James Pogue is an American essayist and journalist. He is a Special Correspondent at Vanity Fair, a Contributing Opinion Writer at the New York Times, and a contributing editor at Harper's magazine. He is the author of Chosen Country: A Rebellion in the West, a first-person account of conflict over public lands in the American west.

==Journalism==
Pogue has written for publications including Vanity Fair, Harper's, The Los Angeles Times, The New York Times Magazine, and the London Review of Books.

Pogue grew up in Cincinnati, Ohio, and has written frequently about midwestern politics. His essay about the city's political history was collected in City by City, published by FSG.

His 2019 Harper's article on farm murders in South Africa has been frequently cited in academic literature. He has written about dissident Irish Republican Army groups in Northern Ireland and frequently about militia groups in the rural American west.

His work on armed politics frequently intersects with reporting on environmental issues.

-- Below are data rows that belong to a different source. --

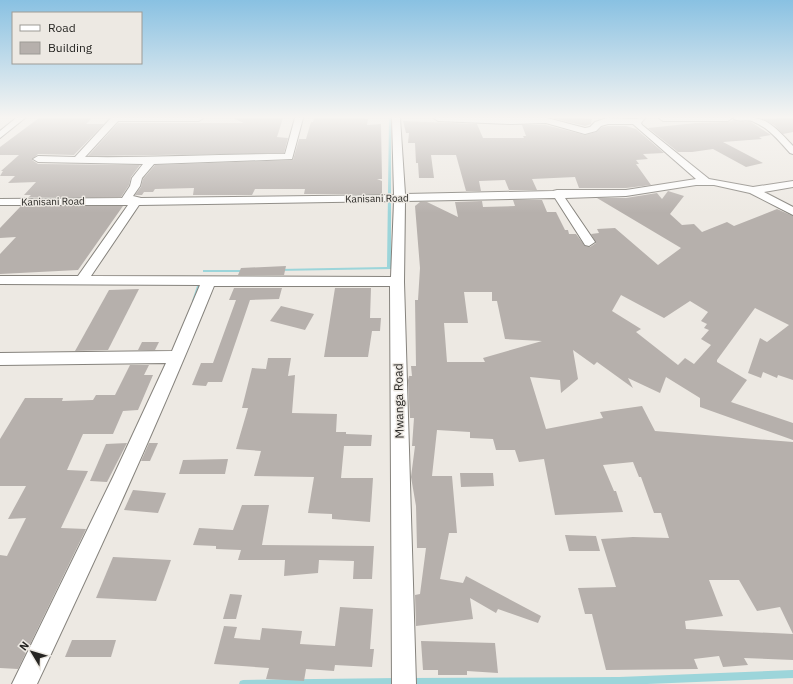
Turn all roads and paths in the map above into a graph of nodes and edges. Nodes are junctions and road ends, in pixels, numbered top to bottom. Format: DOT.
graph roads {
  1 [pos="86,150"];
  2 [pos="291,150"];
  3 [pos="398,150"];
  4 [pos="667,150"];
  5 [pos="38,159"];
  6 [pos="77,160"];
  7 [pos="151,161"];
  8 [pos="706,182"];
  9 [pos="793,184"];
  10 [pos="753,190"];
  11 [pos="557,194"];
  12 [pos="400,198"];
  13 [pos="137,200"];
  14 [pos="0,202"];
  15 [pos="793,212"];
  16 [pos="589,242"];
  17 [pos="0,280"];
  18 [pos="81,281"];
  19 [pos="209,281"];
  20 [pos="397,282"];
  21 [pos="178,357"];
  22 [pos="0,359"];
  23 [pos="24,684"];
  24 [pos="404,684"];
  1 -- 6 [label="street"];
  2 -- 7 [label="street"];
  3 -- 12 [label="street, Mwanga Road"];
  4 -- 8 [label="street"];
  5 -- 6 [label="street"];
  6 -- 7 [label="street"];
  7 -- 13 [label="street"];
  8 -- 10 [label="street, Kanisani Road"];
  8 -- 11 [label="street, Kanisani Road"];
  9 -- 10 [label="street, Kanisani Road"];
  10 -- 15 [label="street, Kanisani Road"];
  11 -- 12 [label="street, Kanisani Road"];
  11 -- 16 [label="street"];
  12 -- 13 [label="street, Kanisani Road"];
  12 -- 20 [label="street, Mwanga Road"];
  13 -- 14 [label="street, Kanisani Road"];
  13 -- 18 [label="street"];
  17 -- 18 [label="street"];
  18 -- 19 [label="street"];
  19 -- 20 [label="street"];
  19 -- 21 [label="street"];
  20 -- 24 [label="street, Mwanga Road"];
  21 -- 22 [label="street"];
  21 -- 23 [label="street"];
}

Pogue has contributed reporting and opinion pieces to the Los Angeles Times on environmental policy, and has written frequently about forestry and fire in California.

==Books==
Pogue is the author of Chosen Country: A Rebellion in the West. The book was called a "fascinating debut" by NPR, and praised in the New York Review of Books, The Los Angeles Review of Books and other publications. It was criticized by some publications for its personal narrative and essayistic digressions. Kirkus called the book "courageous," but cited "some excess and irrelevance."

==Achievements and honors==
Pogue's work has been supported by the Pulitzer Center and an Alicia Patterson Fellowship, and his 2019 essay about forestry in California was a "notable" selection in the 2020 edition of Best American Science and Nature Writing. He has appeared on HBO's Real Time With Bill Maher, MSNBC's All In With Chris Hayes, and NPR's Today Explained.